◆ Directions ◆
Across the records below, how many lines include the string "path"? State the number and nothing more.

************

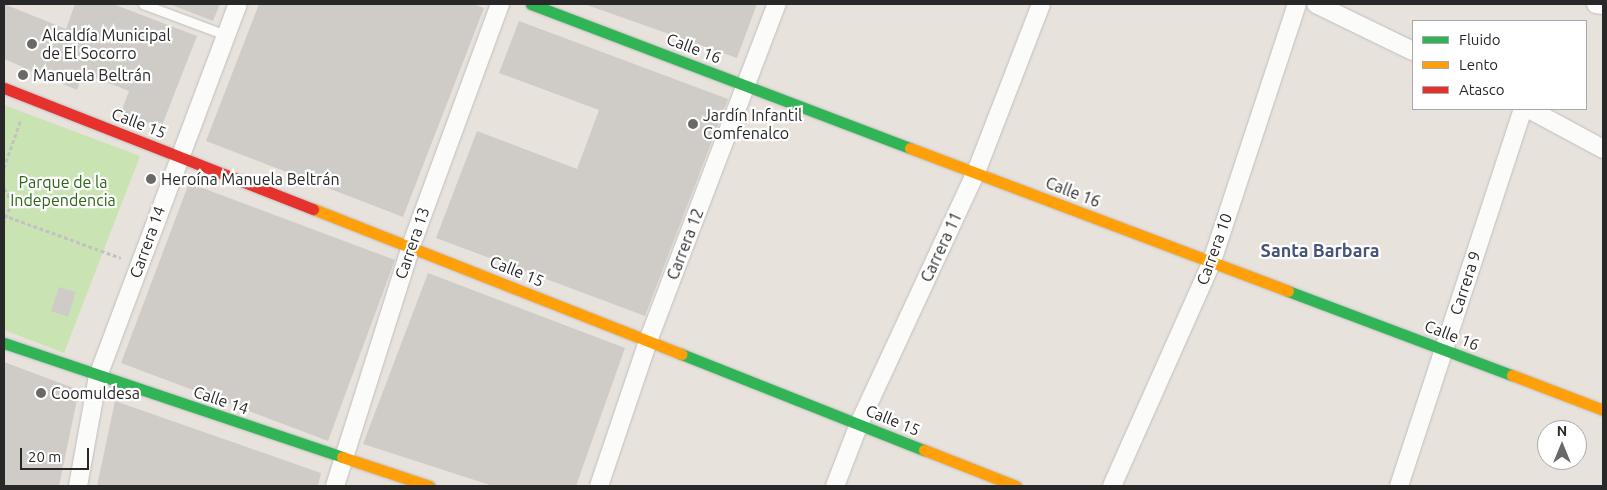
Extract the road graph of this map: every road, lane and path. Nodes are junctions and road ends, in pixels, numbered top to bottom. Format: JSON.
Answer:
{"nodes":[{"id":1,"x":143,"y":4,"type":"edge"},
{"id":2,"x":238,"y":4,"type":"edge"},
{"id":3,"x":500,"y":4,"type":"edge"},
{"id":4,"x":531,"y":4,"type":"edge"},
{"id":5,"x":777,"y":4,"type":"edge"},
{"id":6,"x":1041,"y":4,"type":"edge"},
{"id":7,"x":1297,"y":4,"type":"edge"},
{"id":8,"x":1316,"y":4,"type":"edge"},
{"id":9,"x":1596,"y":4,"type":"edge"},
{"id":10,"x":1603,"y":5,"type":"edge"},
{"id":11,"x":226,"y":35,"type":"junction"},
{"id":12,"x":1412,"y":52,"type":"edge"},
{"id":13,"x":747,"y":85,"type":"junction"},
{"id":14,"x":4,"y":88,"type":"edge"},
{"id":15,"x":29,"y":98,"type":"junction"},
{"id":16,"x":1523,"y":110,"type":"edge"},
{"id":17,"x":1532,"y":110,"type":"edge"},
{"id":18,"x":1603,"y":149,"type":"edge"},
{"id":19,"x":178,"y":155,"type":"junction"},
{"id":20,"x":4,"y":168,"type":"edge"},
{"id":21,"x":976,"y":172,"type":"junction"},
{"id":22,"x":4,"y":188,"type":"edge"},
{"id":23,"x":8,"y":217,"type":"junction"},
{"id":24,"x":4,"y":222,"type":"edge"},
{"id":25,"x":410,"y":246,"type":"junction"},
{"id":26,"x":1212,"y":261,"type":"junction"},
{"id":27,"x":139,"y":264,"type":"junction"},
{"id":28,"x":648,"y":341,"type":"junction"},
{"id":29,"x":4,"y":343,"type":"edge"},
{"id":30,"x":1444,"y":349,"type":"junction"},
{"id":31,"x":98,"y":376,"type":"junction"},
{"id":32,"x":1603,"y":410,"type":"edge"},
{"id":33,"x":859,"y":424,"type":"junction"},
{"id":34,"x":341,"y":457,"type":"junction"},
{"id":35,"x":78,"y":486,"type":"edge"},
{"id":36,"x":335,"y":486,"type":"edge"},
{"id":37,"x":429,"y":486,"type":"edge"},
{"id":38,"x":599,"y":486,"type":"edge"},
{"id":39,"x":835,"y":486,"type":"edge"},
{"id":40,"x":1016,"y":486,"type":"edge"},
{"id":41,"x":1112,"y":486,"type":"edge"},
{"id":42,"x":1399,"y":486,"type":"edge"}],
"edges":[{"from":1,"to":11,"type":"lane"},
{"from":2,"to":11,"type":"street","name":"Carrera 14"},
{"from":3,"to":25,"type":"street","name":"Carrera 13"},
{"from":4,"to":13,"type":"street","name":"Calle 16"},
{"from":5,"to":13,"type":"street","name":"Carrera 12"},
{"from":6,"to":21,"type":"street","name":"Carrera 11"},
{"from":7,"to":26,"type":"street","name":"Carrera 10"},
{"from":8,"to":12,"type":"street"},
{"from":9,"to":10,"type":"street"},
{"from":11,"to":19,"type":"street","name":"Carrera 14"},
{"from":13,"to":21,"type":"street","name":"Calle 16"},
{"from":13,"to":28,"type":"street","name":"Carrera 12"},
{"from":14,"to":15,"type":"street","name":"Calle 15"},
{"from":15,"to":19,"type":"street","name":"Calle 15"},
{"from":15,"to":20,"type":"path"},
{"from":16,"to":30,"type":"street","name":"Carrera 9"},
{"from":17,"to":18,"type":"street"},
{"from":19,"to":25,"type":"street","name":"Calle 15"},
{"from":19,"to":27,"type":"street","name":"Carrera 14"},
{"from":21,"to":26,"type":"street","name":"Calle 16"},
{"from":21,"to":33,"type":"street","name":"Carrera 11"},
{"from":22,"to":23,"type":"path"},
{"from":23,"to":24,"type":"path"},
{"from":23,"to":27,"type":"path"},
{"from":25,"to":28,"type":"street","name":"Calle 15"},
{"from":25,"to":34,"type":"street","name":"Carrera 13"},
{"from":26,"to":30,"type":"street","name":"Calle 16"},
{"from":26,"to":41,"type":"street","name":"Carrera 10"},
{"from":27,"to":31,"type":"street","name":"Carrera 14"},
{"from":28,"to":33,"type":"street","name":"Calle 15"},
{"from":28,"to":38,"type":"street","name":"Carrera 12"},
{"from":29,"to":31,"type":"street","name":"Calle 14"},
{"from":30,"to":32,"type":"street","name":"Calle 16"},
{"from":30,"to":42,"type":"street","name":"Carrera 9"},
{"from":31,"to":34,"type":"street","name":"Calle 14"},
{"from":31,"to":35,"type":"street","name":"Carrera 14"},
{"from":33,"to":39,"type":"street","name":"Carrera 11"},
{"from":33,"to":40,"type":"street","name":"Calle 15"},
{"from":34,"to":36,"type":"street","name":"Carrera 13"},
{"from":34,"to":37,"type":"street","name":"Calle 14"}]}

************

◆ Solution ◆
5